> **Activity**: Scan the records below for the line with "Which roads connect" and the line with "Write the network", and retype that range exactly, both ends included, pictures excepted.

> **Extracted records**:
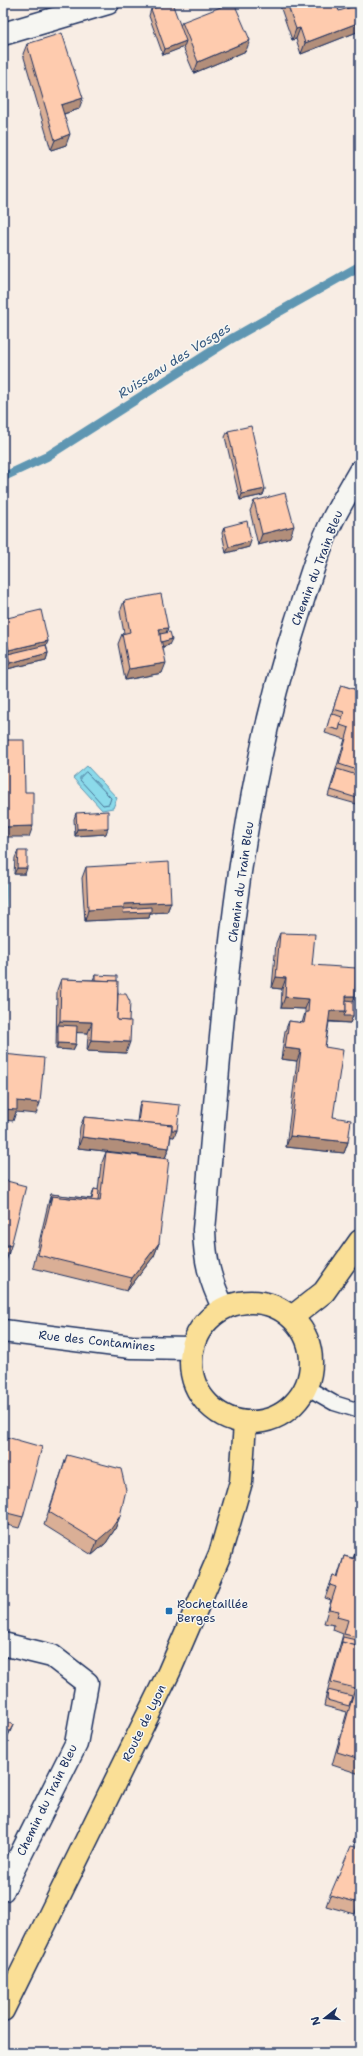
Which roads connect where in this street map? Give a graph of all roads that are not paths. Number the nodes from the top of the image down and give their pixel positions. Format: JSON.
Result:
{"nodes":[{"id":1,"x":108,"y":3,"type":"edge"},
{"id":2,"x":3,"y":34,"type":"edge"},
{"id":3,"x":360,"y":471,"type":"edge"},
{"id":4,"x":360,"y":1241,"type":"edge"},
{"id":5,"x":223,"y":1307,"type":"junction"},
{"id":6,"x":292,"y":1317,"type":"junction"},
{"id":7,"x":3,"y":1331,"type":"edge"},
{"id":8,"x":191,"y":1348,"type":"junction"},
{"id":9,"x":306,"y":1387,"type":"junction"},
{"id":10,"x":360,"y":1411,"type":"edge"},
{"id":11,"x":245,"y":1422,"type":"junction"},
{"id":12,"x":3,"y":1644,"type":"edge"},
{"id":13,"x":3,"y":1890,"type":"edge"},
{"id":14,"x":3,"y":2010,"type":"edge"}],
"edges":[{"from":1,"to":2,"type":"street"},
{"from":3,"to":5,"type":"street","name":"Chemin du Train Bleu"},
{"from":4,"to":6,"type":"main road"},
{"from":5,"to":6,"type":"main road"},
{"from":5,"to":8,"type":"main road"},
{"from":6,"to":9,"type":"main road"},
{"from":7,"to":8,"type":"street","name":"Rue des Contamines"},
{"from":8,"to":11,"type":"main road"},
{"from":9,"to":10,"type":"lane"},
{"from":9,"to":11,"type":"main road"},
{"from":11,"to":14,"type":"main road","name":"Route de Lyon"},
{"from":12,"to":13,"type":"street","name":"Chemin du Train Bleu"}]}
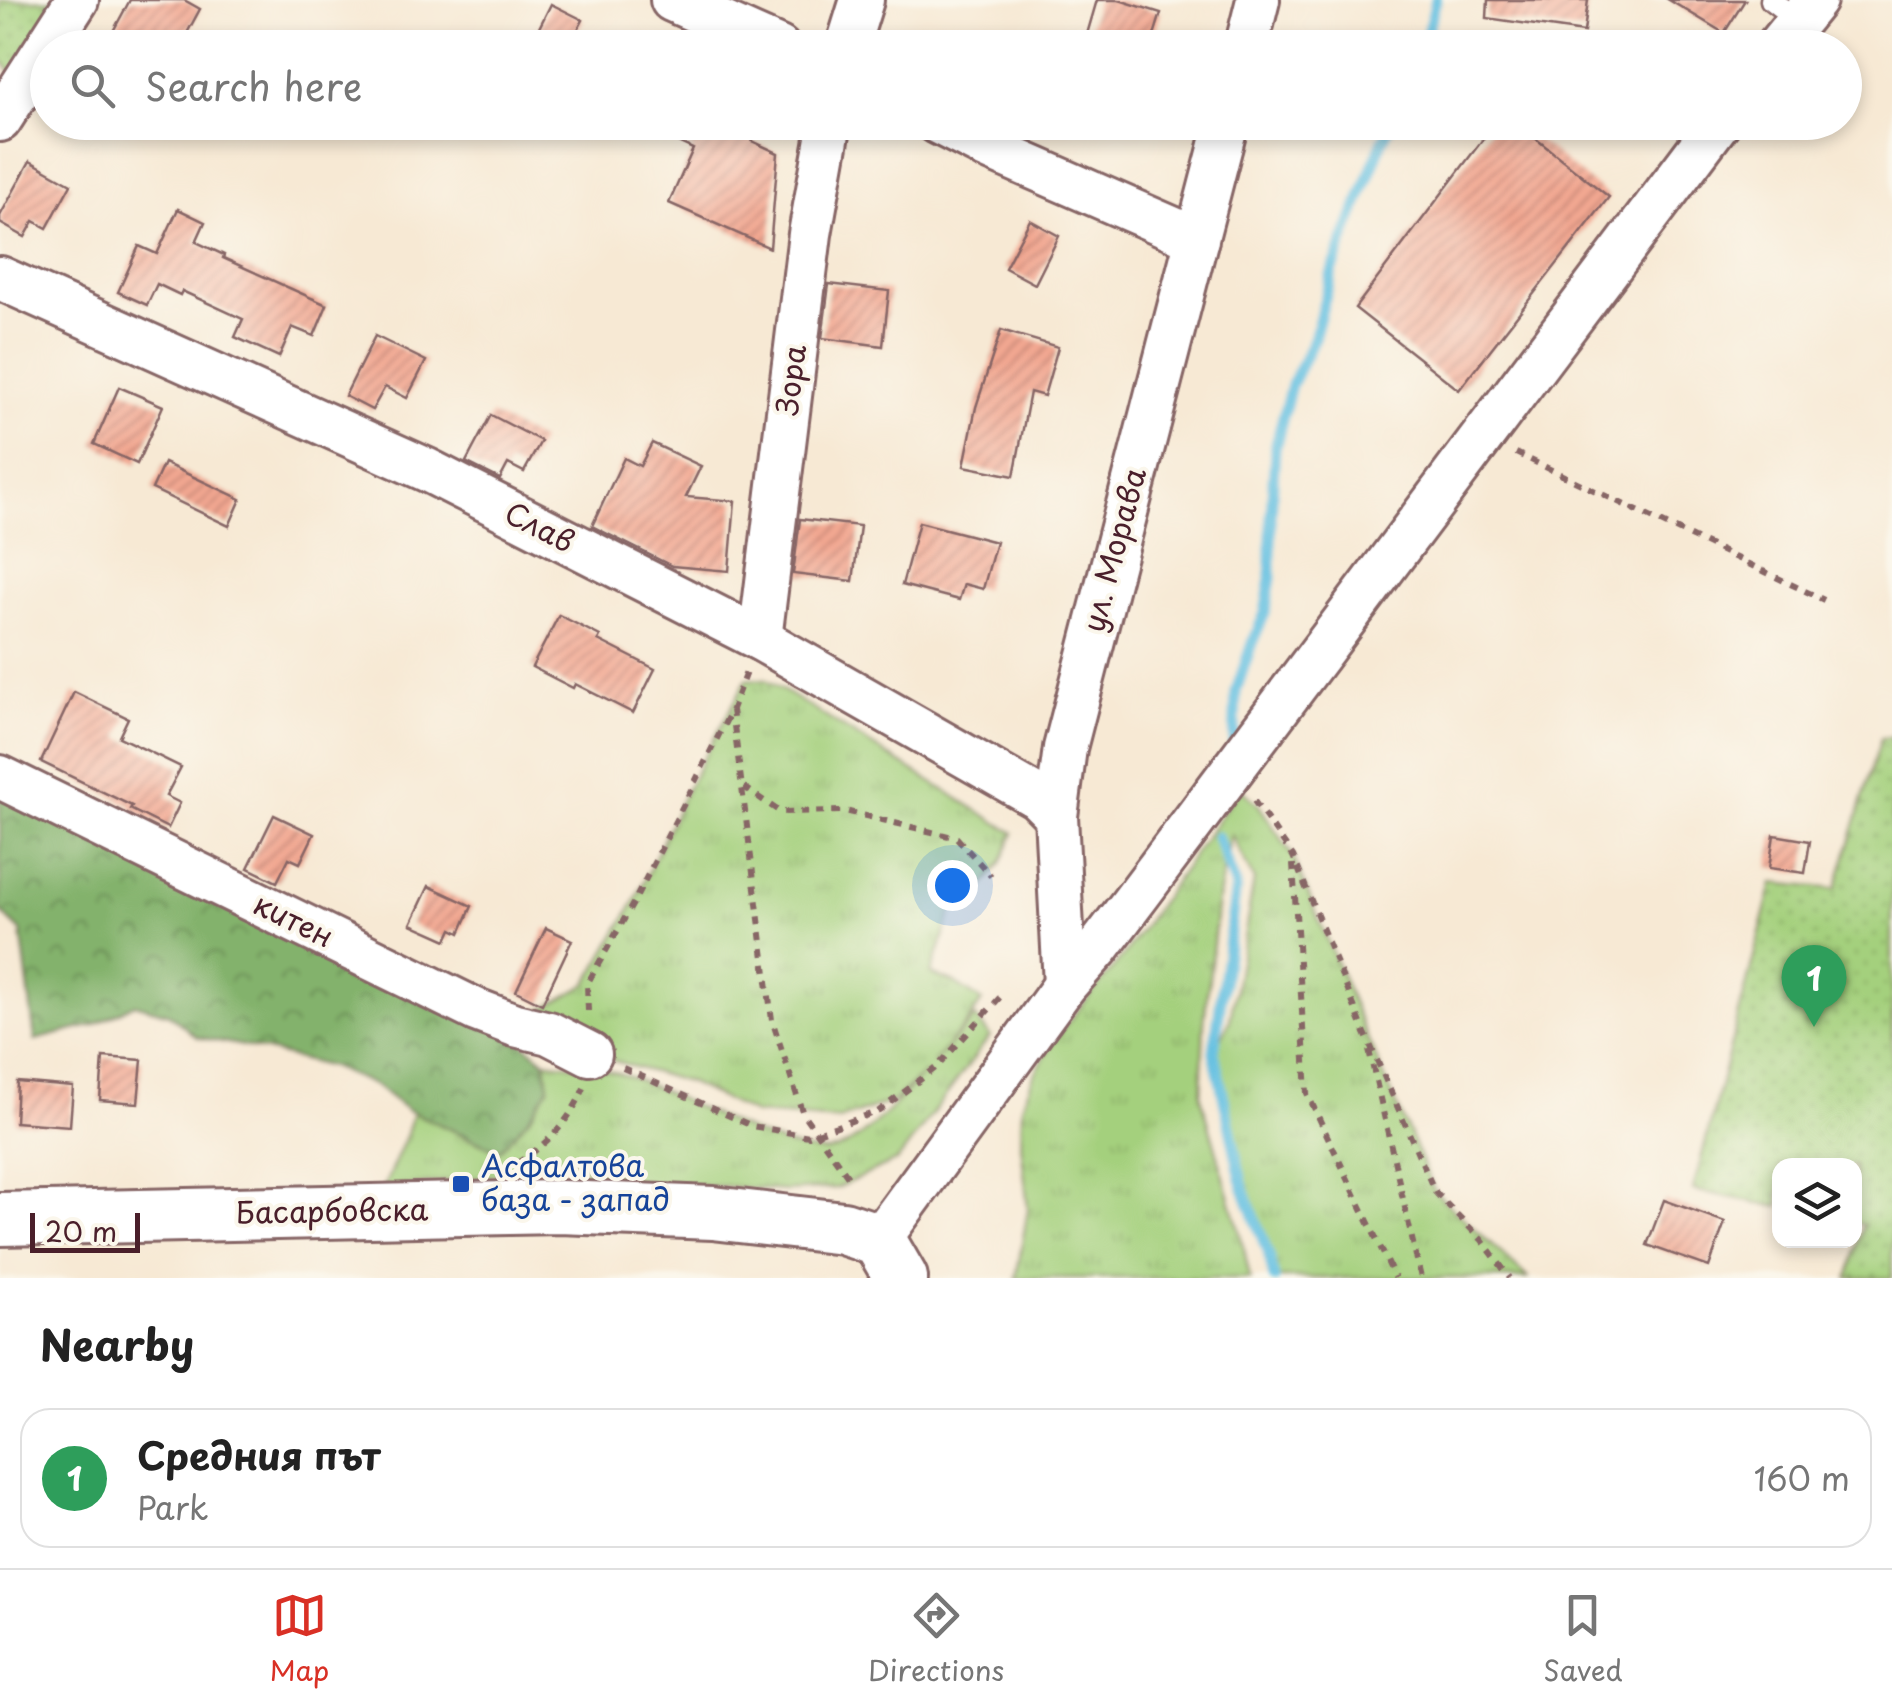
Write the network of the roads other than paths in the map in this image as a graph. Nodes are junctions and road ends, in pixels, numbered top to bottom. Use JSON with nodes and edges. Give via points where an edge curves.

---

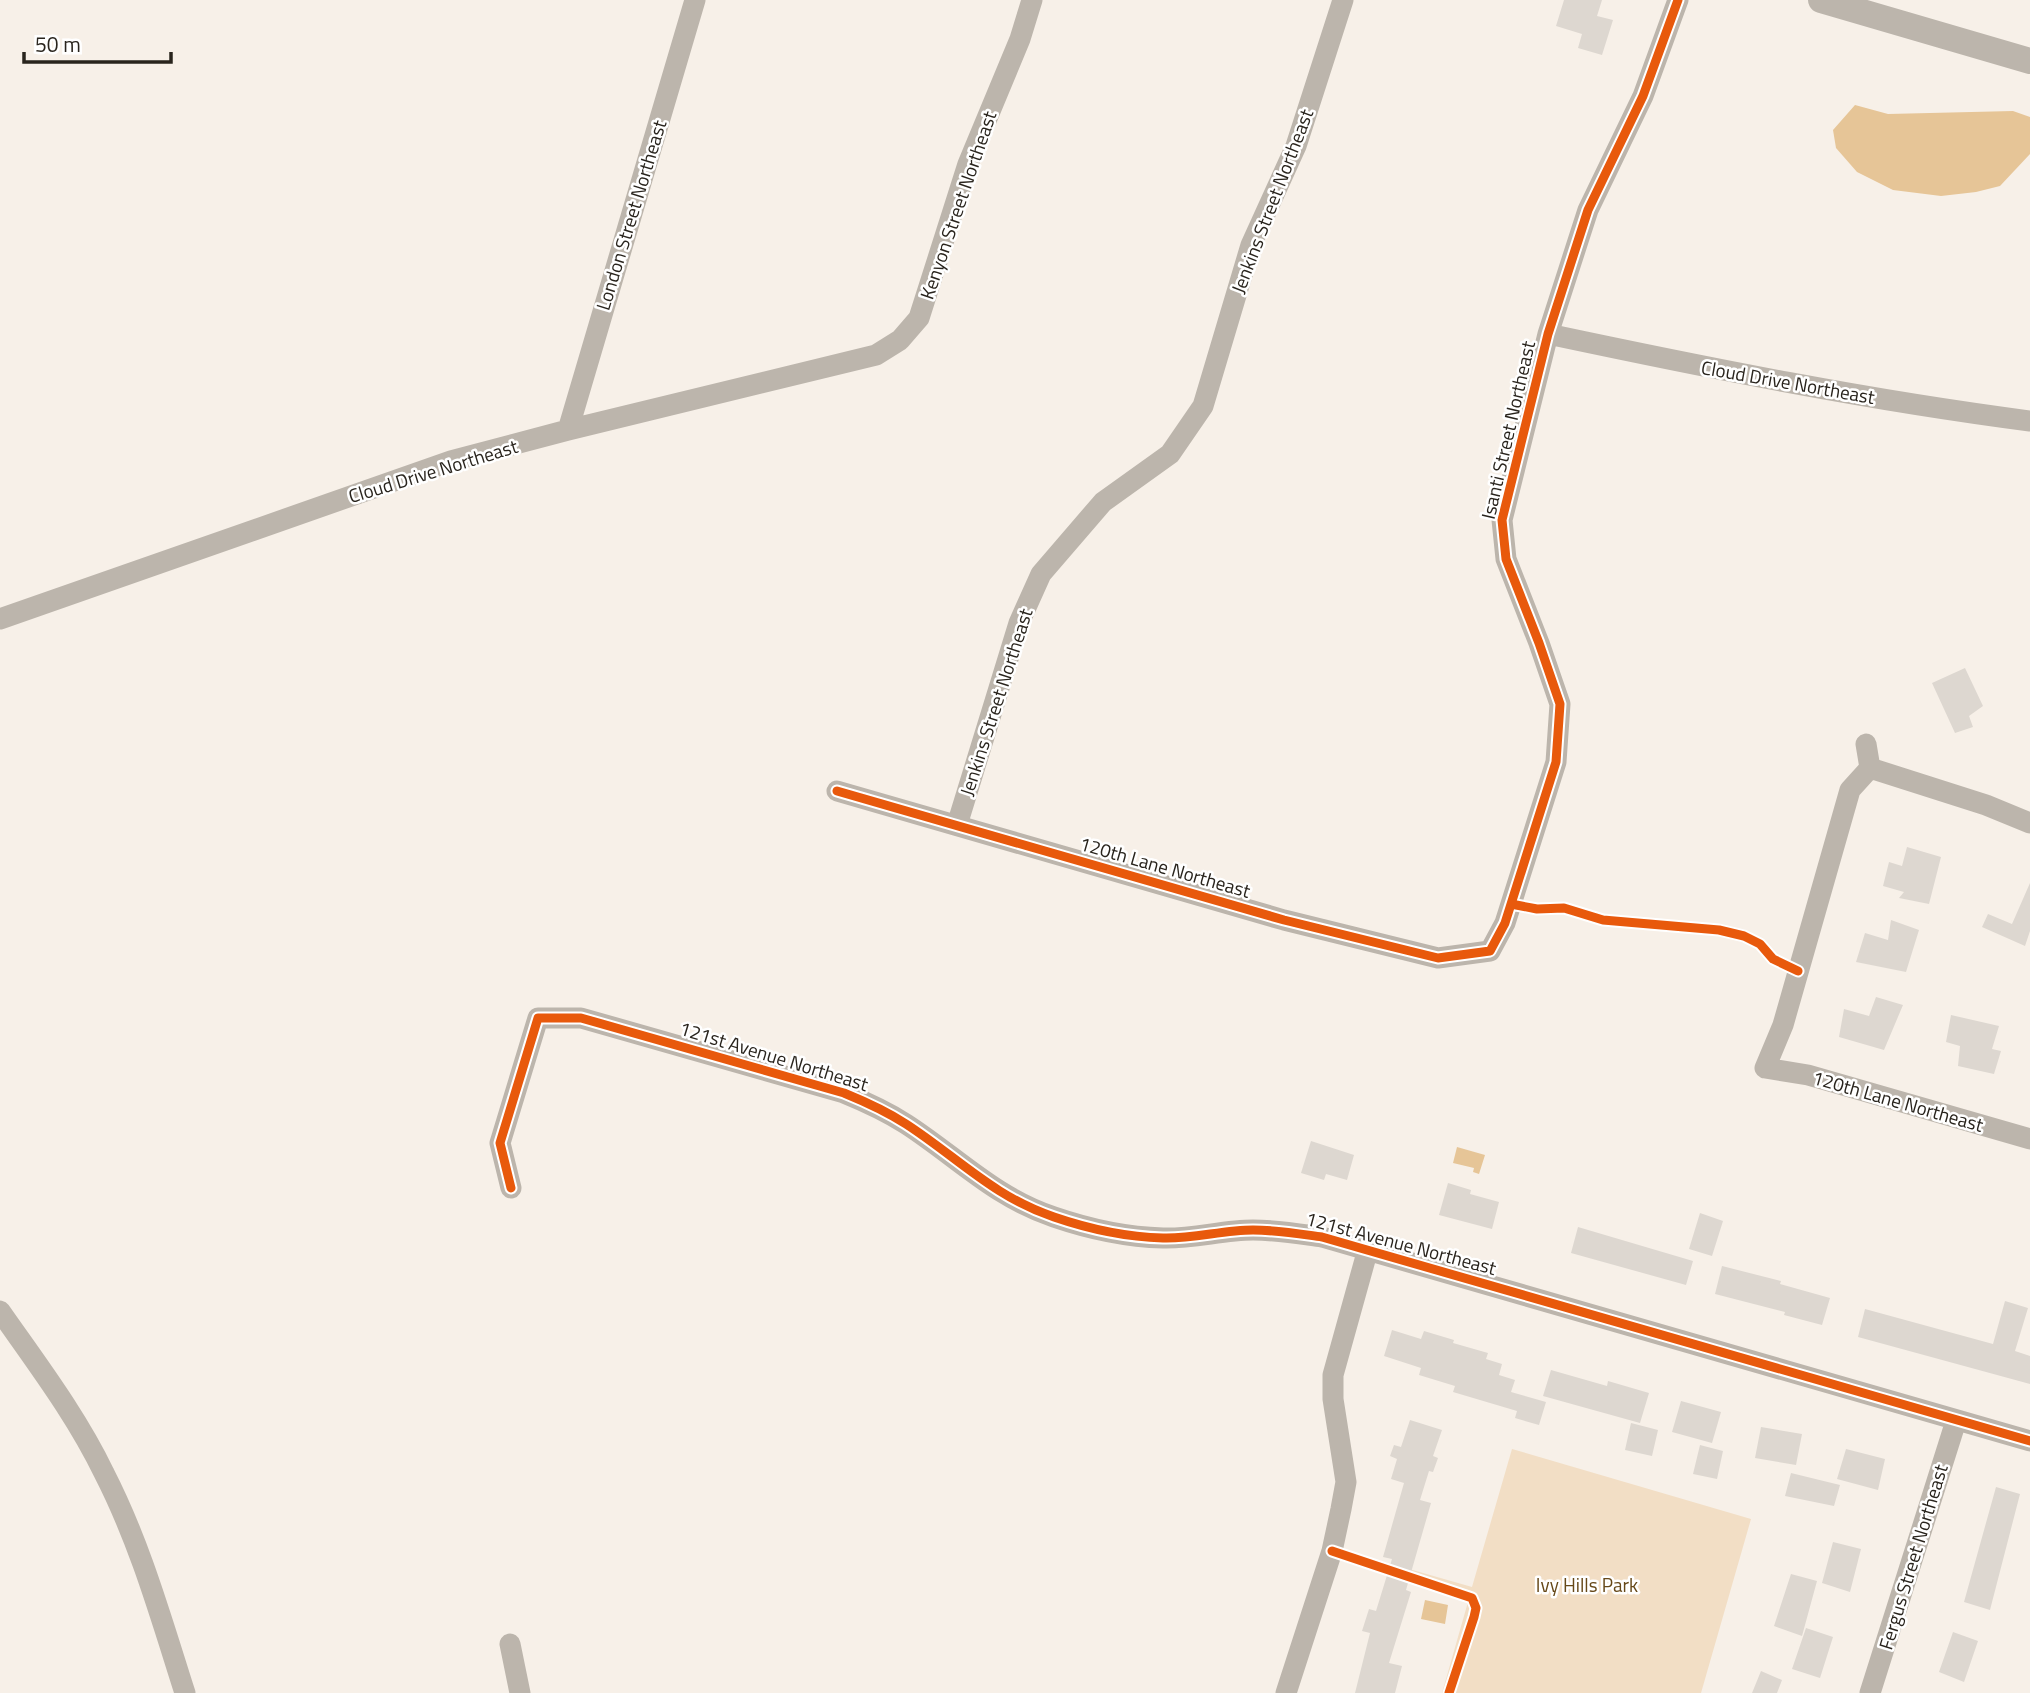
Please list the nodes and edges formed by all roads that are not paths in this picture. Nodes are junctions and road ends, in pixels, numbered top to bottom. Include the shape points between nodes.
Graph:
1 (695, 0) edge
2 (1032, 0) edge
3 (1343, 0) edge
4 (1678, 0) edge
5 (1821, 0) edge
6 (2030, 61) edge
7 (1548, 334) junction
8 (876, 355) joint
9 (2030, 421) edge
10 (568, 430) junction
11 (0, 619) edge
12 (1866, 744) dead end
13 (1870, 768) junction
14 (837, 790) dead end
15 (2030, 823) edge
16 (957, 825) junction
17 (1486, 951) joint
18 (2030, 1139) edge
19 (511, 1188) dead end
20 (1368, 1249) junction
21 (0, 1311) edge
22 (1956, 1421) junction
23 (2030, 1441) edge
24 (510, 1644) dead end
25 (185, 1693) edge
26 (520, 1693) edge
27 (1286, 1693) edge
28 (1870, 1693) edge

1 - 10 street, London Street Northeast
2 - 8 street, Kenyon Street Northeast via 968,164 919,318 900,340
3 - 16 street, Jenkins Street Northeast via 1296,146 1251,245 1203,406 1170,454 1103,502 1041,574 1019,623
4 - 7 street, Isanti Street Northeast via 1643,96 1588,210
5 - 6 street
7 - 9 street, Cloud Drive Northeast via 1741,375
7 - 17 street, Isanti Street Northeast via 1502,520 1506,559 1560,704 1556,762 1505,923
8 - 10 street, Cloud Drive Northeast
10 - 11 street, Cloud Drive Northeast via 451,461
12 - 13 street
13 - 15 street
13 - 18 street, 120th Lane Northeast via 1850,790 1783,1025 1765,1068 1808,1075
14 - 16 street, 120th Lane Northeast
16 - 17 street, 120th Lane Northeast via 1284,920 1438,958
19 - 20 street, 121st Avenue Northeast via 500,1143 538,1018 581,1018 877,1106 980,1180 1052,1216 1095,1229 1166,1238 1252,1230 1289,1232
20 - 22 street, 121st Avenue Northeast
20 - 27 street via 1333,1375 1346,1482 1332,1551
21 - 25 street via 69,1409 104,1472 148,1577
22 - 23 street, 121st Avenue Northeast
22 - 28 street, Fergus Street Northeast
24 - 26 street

> **Answer to this problem**:
Which roads connect where in this street map? Give a graph of all roads that are not paths. Number the nodes from the top of the image down and give their pixel positions. Format: JSON.
Result:
{"nodes":[{"id":1,"x":108,"y":3,"type":"edge"},
{"id":2,"x":3,"y":34,"type":"edge"},
{"id":3,"x":360,"y":471,"type":"edge"},
{"id":4,"x":360,"y":1241,"type":"edge"},
{"id":5,"x":223,"y":1307,"type":"junction"},
{"id":6,"x":292,"y":1317,"type":"junction"},
{"id":7,"x":3,"y":1331,"type":"edge"},
{"id":8,"x":191,"y":1348,"type":"junction"},
{"id":9,"x":306,"y":1387,"type":"junction"},
{"id":10,"x":360,"y":1411,"type":"edge"},
{"id":11,"x":245,"y":1422,"type":"junction"},
{"id":12,"x":3,"y":1644,"type":"edge"},
{"id":13,"x":3,"y":1890,"type":"edge"},
{"id":14,"x":3,"y":2010,"type":"edge"}],
"edges":[{"from":1,"to":2,"type":"street"},
{"from":3,"to":5,"type":"street","name":"Chemin du Train Bleu"},
{"from":4,"to":6,"type":"main road"},
{"from":5,"to":6,"type":"main road"},
{"from":5,"to":8,"type":"main road"},
{"from":6,"to":9,"type":"main road"},
{"from":7,"to":8,"type":"street","name":"Rue des Contamines"},
{"from":8,"to":11,"type":"main road"},
{"from":9,"to":10,"type":"lane"},
{"from":9,"to":11,"type":"main road"},
{"from":11,"to":14,"type":"main road","name":"Route de Lyon"},
{"from":12,"to":13,"type":"street","name":"Chemin du Train Bleu"}]}
Write the network of the roads other than paths in the map in this image as a graph. Nodes are junctions and road ends, in pixels, numbered top to bottom. Use JSON with nodes and edges. Give via points where an edge curves.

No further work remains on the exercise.